#### [What the task requires]
Please reproduce the data exactly and omit the pictures.
::: Records to use
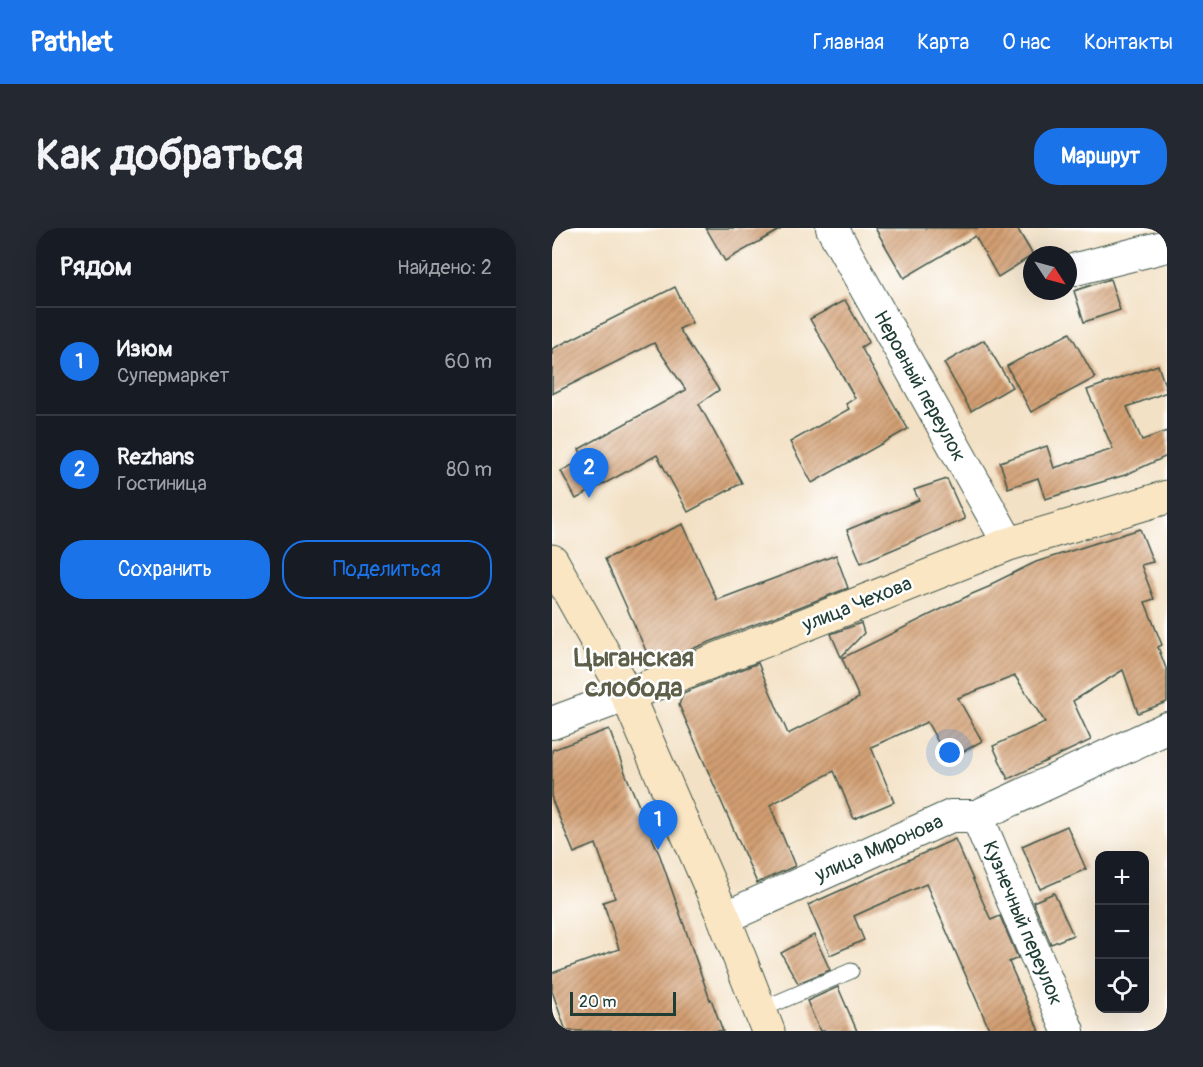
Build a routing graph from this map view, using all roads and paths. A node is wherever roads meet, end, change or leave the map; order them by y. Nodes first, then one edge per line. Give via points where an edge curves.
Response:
1 (832, 228) edge
2 (1167, 246) edge
3 (1077, 269) edge
4 (1167, 497) edge
5 (1009, 544) junction
6 (552, 561) edge
7 (627, 695) junction
8 (552, 723) edge
9 (1167, 728) edge
10 (977, 816) junction
11 (724, 918) junction
12 (851, 971) dead end
13 (764, 1020) edge
14 (1068, 1031) edge

1 - 5 street, Неровный переулок
2 - 3 street
4 - 5 main road, улица Чехова
5 - 7 main road, улица Чехова
6 - 7 main road
7 - 8 street, улица Чехова
7 - 11 main road
9 - 10 street, улица Миронова
10 - 11 street, улица Миронова via 951,816
10 - 14 street, Кузнечный переулок
11 - 13 main road
12 - 13 lane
::::::
#### [The completed task]
Build a routing graph from this map view, using all roads and paths. A node is wherever roads meet, end, change or leave the map; order them by y. Nodes first, then one edge per line. Give via points where an edge curves.
Response:
1 (832, 228) edge
2 (1167, 246) edge
3 (1077, 269) edge
4 (1167, 497) edge
5 (1009, 544) junction
6 (552, 561) edge
7 (627, 695) junction
8 (552, 723) edge
9 (1167, 728) edge
10 (977, 816) junction
11 (724, 918) junction
12 (851, 971) dead end
13 (764, 1020) edge
14 (1068, 1031) edge

1 - 5 street, Неровный переулок
2 - 3 street
4 - 5 main road, улица Чехова
5 - 7 main road, улица Чехова
6 - 7 main road
7 - 8 street, улица Чехова
7 - 11 main road
9 - 10 street, улица Миронова
10 - 11 street, улица Миронова via 951,816
10 - 14 street, Кузнечный переулок
11 - 13 main road
12 - 13 lane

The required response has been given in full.